Data entries:

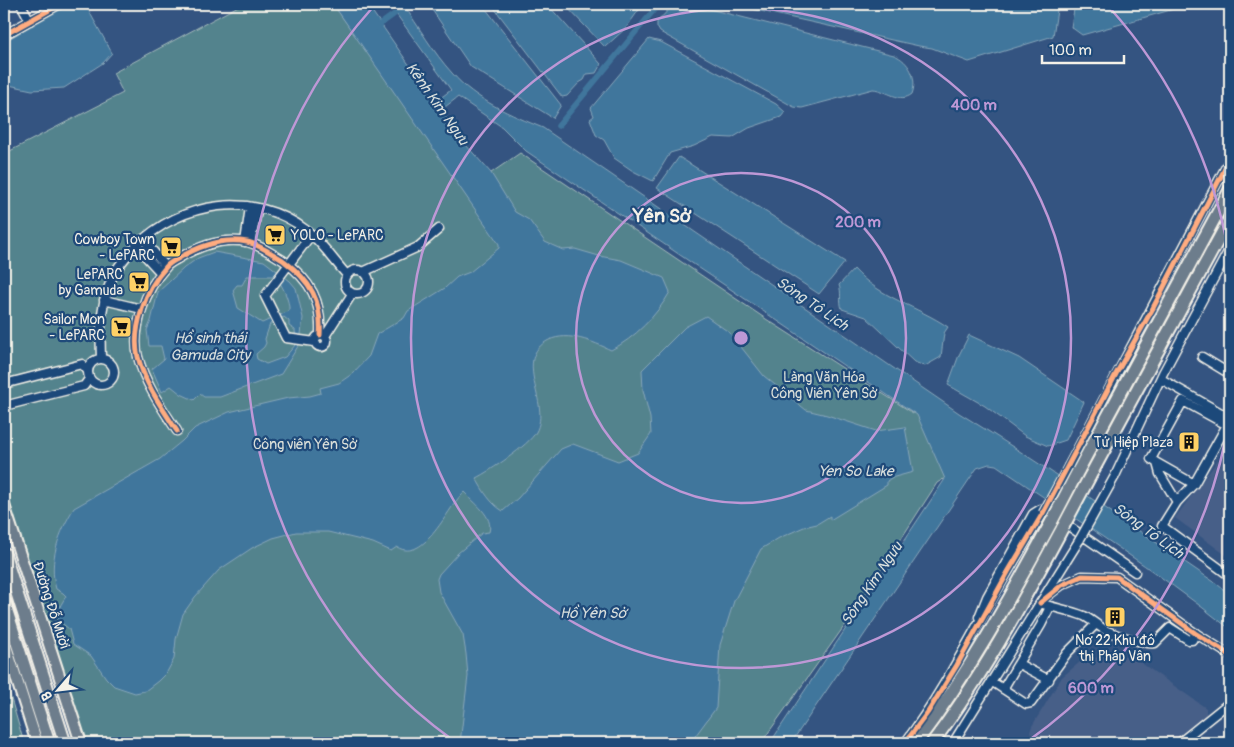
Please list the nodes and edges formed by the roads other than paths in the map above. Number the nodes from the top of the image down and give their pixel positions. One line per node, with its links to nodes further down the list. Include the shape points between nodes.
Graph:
1 (21, 4): 3 (street)
2 (59, 4): 3 (street)
3 (30, 20): 4 (street)
4 (4, 35)
5 (1230, 159): 34 (street)
6 (1230, 190): 34 (highway)
7 (254, 208): 10 (street, via 289,220); 11 (street, via 228,205 193,210 169,220); 12 (street)
8 (1230, 218): 62 (highway, bridge, via 991,656)
9 (439, 229): 17 (street, via 418,247)
10 (311, 235): 15 (street); 18 (street)
11 (143, 239): 13 (street); 16 (street)
12 (248, 243): 15 (street); 16 (street, via 220,241 196,247)
13 (136, 246): 16 (street); 20 (street, via 110,282)
14 (1230, 248): 28 (street)
15 (288, 264): 22 (street, via 313,291 321,320); 22 (street, via 265,296 273,315 286,338)
16 (164, 270): 21 (street, via 148,292)
17 (363, 272): 18 (street, via 354,270); 19 (street, via 368,279 368,288 361,294)
18 (347, 275): 19 (street, via 345,287)
19 (352, 294): 22 (street)
20 (105, 299): 21 (street); 24 (street, via 100,331)
21 (143, 308): 32 (street, via 136,328 138,356 152,390)
22 (320, 338)
23 (1202, 357): 26 (street)
24 (101, 358): 25 (street, via 92,362); 27 (street, via 110,361 114,369 113,379 106,385 96,385)
25 (87, 370): 27 (street); 29 (street, via 82,364)
26 (1230, 374)
27 (89, 379): 30 (street, via 84,386)
28 (1161, 379): 31 (street); 43 (street, bridge, via 1115,476)
29 (4, 384)
30 (4, 406)
31 (1230, 418)
32 (176, 431)
33 (1157, 463): 35 (street); 35 (street, via 1152,459 1183,401 1217,419 1227,426); 36 (street)
34 (1074, 468): 38 (highway, bridge)
35 (1194, 484): 36 (street)
36 (1177, 502): 41 (street, via 1162,526)
37 (4, 505): 59 (main road, Đường Đỗ Mười)
38 (1047, 517): 46 (street); 61 (highway, via 979,651 952,695)
39 (4, 553): 58 (highway)
40 (1135, 572): 46 (street, via 1041,509 1033,514 987,597)
41 (1230, 576)
42 (4, 602): 57 (highway)
43 (1040, 603): 44 (street); 47 (street, via 1062,585 1082,576 1116,577); 52 (street)
44 (1050, 607): 45 (street, via 1073,612); 50 (street)
45 (1096, 624): 47 (street, via 1106,631 1153,644 1170,628 1189,640); 51 (street, via 1067,653)
46 (977, 627): 60 (street, via 928,712)
47 (1196, 634): 49 (street)
48 (4, 640): 56 (main road)
49 (1230, 654)
50 (1019, 664): 51 (street); 53 (street)
51 (1049, 680): 53 (street, via 1034,702 1029,704)
52 (991, 681): 53 (street); 63 (street)
53 (1003, 689)
54 (1230, 702): 55 (street)
55 (1182, 742)
56 (37, 743)
57 (49, 743)
58 (65, 743)
59 (81, 743)
60 (905, 743)
61 (916, 743)
62 (932, 743)
63 (953, 743)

Task directions:
From the records above, copy each line where the word "bridge" can be found.

Written response:
8 (1230, 218): 62 (highway, bridge, via 991,656)
28 (1161, 379): 31 (street); 43 (street, bridge, via 1115,476)
34 (1074, 468): 38 (highway, bridge)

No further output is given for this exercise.